## Work order
Whatever appears in the data below, copy it exactly.

## Given data
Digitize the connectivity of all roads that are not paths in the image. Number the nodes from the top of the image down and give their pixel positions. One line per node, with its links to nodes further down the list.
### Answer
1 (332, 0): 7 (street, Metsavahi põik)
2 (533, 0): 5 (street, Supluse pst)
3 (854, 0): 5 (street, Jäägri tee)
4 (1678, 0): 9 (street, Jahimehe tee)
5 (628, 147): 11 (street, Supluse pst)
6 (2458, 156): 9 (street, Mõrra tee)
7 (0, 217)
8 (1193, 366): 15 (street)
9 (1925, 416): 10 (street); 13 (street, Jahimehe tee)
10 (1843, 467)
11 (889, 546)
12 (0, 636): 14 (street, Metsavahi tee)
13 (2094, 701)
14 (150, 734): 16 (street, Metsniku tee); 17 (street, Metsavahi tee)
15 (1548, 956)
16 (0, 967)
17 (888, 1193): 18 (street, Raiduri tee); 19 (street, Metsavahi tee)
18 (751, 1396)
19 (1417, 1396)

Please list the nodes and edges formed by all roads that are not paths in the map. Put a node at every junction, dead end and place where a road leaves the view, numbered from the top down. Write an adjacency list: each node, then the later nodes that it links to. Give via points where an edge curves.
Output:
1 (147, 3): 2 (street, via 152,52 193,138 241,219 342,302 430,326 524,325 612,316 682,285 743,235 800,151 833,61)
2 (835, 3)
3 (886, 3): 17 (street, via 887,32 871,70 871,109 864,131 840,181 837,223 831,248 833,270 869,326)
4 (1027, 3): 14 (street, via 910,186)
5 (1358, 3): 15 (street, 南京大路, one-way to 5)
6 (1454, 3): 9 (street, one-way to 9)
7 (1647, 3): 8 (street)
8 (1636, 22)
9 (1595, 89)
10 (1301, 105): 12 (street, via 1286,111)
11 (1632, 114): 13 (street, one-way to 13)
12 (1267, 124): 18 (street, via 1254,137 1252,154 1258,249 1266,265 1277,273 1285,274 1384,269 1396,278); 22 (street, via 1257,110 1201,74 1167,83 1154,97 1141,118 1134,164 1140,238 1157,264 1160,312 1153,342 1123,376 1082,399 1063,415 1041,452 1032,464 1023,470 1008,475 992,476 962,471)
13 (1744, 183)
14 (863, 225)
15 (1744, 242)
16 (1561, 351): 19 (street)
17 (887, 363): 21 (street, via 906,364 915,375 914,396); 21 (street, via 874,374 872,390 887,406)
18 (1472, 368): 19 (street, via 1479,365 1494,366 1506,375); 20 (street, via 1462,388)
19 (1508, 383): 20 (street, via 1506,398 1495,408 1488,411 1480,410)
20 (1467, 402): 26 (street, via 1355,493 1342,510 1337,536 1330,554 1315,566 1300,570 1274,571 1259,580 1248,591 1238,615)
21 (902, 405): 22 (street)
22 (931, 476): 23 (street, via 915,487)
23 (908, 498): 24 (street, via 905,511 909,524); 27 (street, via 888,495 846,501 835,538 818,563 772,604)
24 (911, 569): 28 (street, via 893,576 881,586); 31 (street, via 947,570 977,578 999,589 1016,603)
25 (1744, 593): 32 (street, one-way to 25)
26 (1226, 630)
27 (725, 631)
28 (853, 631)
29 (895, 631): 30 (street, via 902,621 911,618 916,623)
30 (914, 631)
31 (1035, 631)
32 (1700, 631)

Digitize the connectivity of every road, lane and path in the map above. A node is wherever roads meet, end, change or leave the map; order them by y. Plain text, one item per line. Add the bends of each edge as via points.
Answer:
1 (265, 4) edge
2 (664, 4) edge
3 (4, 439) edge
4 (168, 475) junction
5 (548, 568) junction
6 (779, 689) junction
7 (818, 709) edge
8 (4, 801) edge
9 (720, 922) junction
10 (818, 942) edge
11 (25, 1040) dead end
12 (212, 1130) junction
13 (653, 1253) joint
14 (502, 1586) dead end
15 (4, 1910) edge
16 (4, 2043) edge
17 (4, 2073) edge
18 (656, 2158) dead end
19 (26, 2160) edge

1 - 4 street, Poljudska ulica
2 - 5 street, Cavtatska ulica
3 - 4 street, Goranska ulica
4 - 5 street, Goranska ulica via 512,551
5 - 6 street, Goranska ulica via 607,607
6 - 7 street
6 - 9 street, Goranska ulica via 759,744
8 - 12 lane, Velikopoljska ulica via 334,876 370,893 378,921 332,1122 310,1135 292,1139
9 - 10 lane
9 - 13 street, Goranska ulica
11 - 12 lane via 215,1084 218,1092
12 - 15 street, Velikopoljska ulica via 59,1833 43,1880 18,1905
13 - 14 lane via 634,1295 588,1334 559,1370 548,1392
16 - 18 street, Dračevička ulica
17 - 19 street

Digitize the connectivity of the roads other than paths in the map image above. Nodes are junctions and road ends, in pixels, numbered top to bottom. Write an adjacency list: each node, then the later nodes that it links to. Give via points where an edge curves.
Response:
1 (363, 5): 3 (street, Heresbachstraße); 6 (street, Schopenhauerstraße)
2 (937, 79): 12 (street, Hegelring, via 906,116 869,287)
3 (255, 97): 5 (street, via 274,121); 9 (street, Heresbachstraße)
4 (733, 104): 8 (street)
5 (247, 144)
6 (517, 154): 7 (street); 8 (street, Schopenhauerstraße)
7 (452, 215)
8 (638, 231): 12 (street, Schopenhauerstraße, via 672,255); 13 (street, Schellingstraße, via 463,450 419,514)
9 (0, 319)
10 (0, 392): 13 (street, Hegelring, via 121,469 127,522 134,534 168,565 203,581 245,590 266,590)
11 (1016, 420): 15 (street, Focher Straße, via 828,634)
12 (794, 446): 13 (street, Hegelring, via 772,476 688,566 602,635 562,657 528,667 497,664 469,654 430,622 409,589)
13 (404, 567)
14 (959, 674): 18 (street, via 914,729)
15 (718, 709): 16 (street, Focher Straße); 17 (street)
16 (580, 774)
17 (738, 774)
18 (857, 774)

## Answer area
Digitize the connectivity of all roads that are not paths in the image. Number the nodes from the top of the image down and give their pixel positions. One line per node, with its links to nodes further down the list.
### Answer
1 (332, 0): 7 (street, Metsavahi põik)
2 (533, 0): 5 (street, Supluse pst)
3 (854, 0): 5 (street, Jäägri tee)
4 (1678, 0): 9 (street, Jahimehe tee)
5 (628, 147): 11 (street, Supluse pst)
6 (2458, 156): 9 (street, Mõrra tee)
7 (0, 217)
8 (1193, 366): 15 (street)
9 (1925, 416): 10 (street); 13 (street, Jahimehe tee)
10 (1843, 467)
11 (889, 546)
12 (0, 636): 14 (street, Metsavahi tee)
13 (2094, 701)
14 (150, 734): 16 (street, Metsniku tee); 17 (street, Metsavahi tee)
15 (1548, 956)
16 (0, 967)
17 (888, 1193): 18 (street, Raiduri tee); 19 (street, Metsavahi tee)
18 (751, 1396)
19 (1417, 1396)

Please list the nodes and edges formed by all roads that are not paths in the map. Put a node at every junction, dead end and place where a road leaves the view, numbered from the top down. Write an adjacency list: each node, then the later nodes that it links to. Give via points where an edge curves.
Output:
1 (147, 3): 2 (street, via 152,52 193,138 241,219 342,302 430,326 524,325 612,316 682,285 743,235 800,151 833,61)
2 (835, 3)
3 (886, 3): 17 (street, via 887,32 871,70 871,109 864,131 840,181 837,223 831,248 833,270 869,326)
4 (1027, 3): 14 (street, via 910,186)
5 (1358, 3): 15 (street, 南京大路, one-way to 5)
6 (1454, 3): 9 (street, one-way to 9)
7 (1647, 3): 8 (street)
8 (1636, 22)
9 (1595, 89)
10 (1301, 105): 12 (street, via 1286,111)
11 (1632, 114): 13 (street, one-way to 13)
12 (1267, 124): 18 (street, via 1254,137 1252,154 1258,249 1266,265 1277,273 1285,274 1384,269 1396,278); 22 (street, via 1257,110 1201,74 1167,83 1154,97 1141,118 1134,164 1140,238 1157,264 1160,312 1153,342 1123,376 1082,399 1063,415 1041,452 1032,464 1023,470 1008,475 992,476 962,471)
13 (1744, 183)
14 (863, 225)
15 (1744, 242)
16 (1561, 351): 19 (street)
17 (887, 363): 21 (street, via 906,364 915,375 914,396); 21 (street, via 874,374 872,390 887,406)
18 (1472, 368): 19 (street, via 1479,365 1494,366 1506,375); 20 (street, via 1462,388)
19 (1508, 383): 20 (street, via 1506,398 1495,408 1488,411 1480,410)
20 (1467, 402): 26 (street, via 1355,493 1342,510 1337,536 1330,554 1315,566 1300,570 1274,571 1259,580 1248,591 1238,615)
21 (902, 405): 22 (street)
22 (931, 476): 23 (street, via 915,487)
23 (908, 498): 24 (street, via 905,511 909,524); 27 (street, via 888,495 846,501 835,538 818,563 772,604)
24 (911, 569): 28 (street, via 893,576 881,586); 31 (street, via 947,570 977,578 999,589 1016,603)
25 (1744, 593): 32 (street, one-way to 25)
26 (1226, 630)
27 (725, 631)
28 (853, 631)
29 (895, 631): 30 (street, via 902,621 911,618 916,623)
30 (914, 631)
31 (1035, 631)
32 (1700, 631)

Digitize the connectivity of every road, lane and path in the map above. A node is wherever roads meet, end, change or leave the map; order them by y. Plain text, one item per line. Add the bends of each edge as via points.
Answer:
1 (265, 4) edge
2 (664, 4) edge
3 (4, 439) edge
4 (168, 475) junction
5 (548, 568) junction
6 (779, 689) junction
7 (818, 709) edge
8 (4, 801) edge
9 (720, 922) junction
10 (818, 942) edge
11 (25, 1040) dead end
12 (212, 1130) junction
13 (653, 1253) joint
14 (502, 1586) dead end
15 (4, 1910) edge
16 (4, 2043) edge
17 (4, 2073) edge
18 (656, 2158) dead end
19 (26, 2160) edge

1 - 4 street, Poljudska ulica
2 - 5 street, Cavtatska ulica
3 - 4 street, Goranska ulica
4 - 5 street, Goranska ulica via 512,551
5 - 6 street, Goranska ulica via 607,607
6 - 7 street
6 - 9 street, Goranska ulica via 759,744
8 - 12 lane, Velikopoljska ulica via 334,876 370,893 378,921 332,1122 310,1135 292,1139
9 - 10 lane
9 - 13 street, Goranska ulica
11 - 12 lane via 215,1084 218,1092
12 - 15 street, Velikopoljska ulica via 59,1833 43,1880 18,1905
13 - 14 lane via 634,1295 588,1334 559,1370 548,1392
16 - 18 street, Dračevička ulica
17 - 19 street

Digitize the connectivity of the roads other than paths in the map image above. Nodes are junctions and road ends, in pixels, numbered top to bottom. Write an adjacency list: each node, then the later nodes that it links to. Give via points where an edge curves.
Response:
1 (363, 5): 3 (street, Heresbachstraße); 6 (street, Schopenhauerstraße)
2 (937, 79): 12 (street, Hegelring, via 906,116 869,287)
3 (255, 97): 5 (street, via 274,121); 9 (street, Heresbachstraße)
4 (733, 104): 8 (street)
5 (247, 144)
6 (517, 154): 7 (street); 8 (street, Schopenhauerstraße)
7 (452, 215)
8 (638, 231): 12 (street, Schopenhauerstraße, via 672,255); 13 (street, Schellingstraße, via 463,450 419,514)
9 (0, 319)
10 (0, 392): 13 (street, Hegelring, via 121,469 127,522 134,534 168,565 203,581 245,590 266,590)
11 (1016, 420): 15 (street, Focher Straße, via 828,634)
12 (794, 446): 13 (street, Hegelring, via 772,476 688,566 602,635 562,657 528,667 497,664 469,654 430,622 409,589)
13 (404, 567)
14 (959, 674): 18 (street, via 914,729)
15 (718, 709): 16 (street, Focher Straße); 17 (street)
16 (580, 774)
17 (738, 774)
18 (857, 774)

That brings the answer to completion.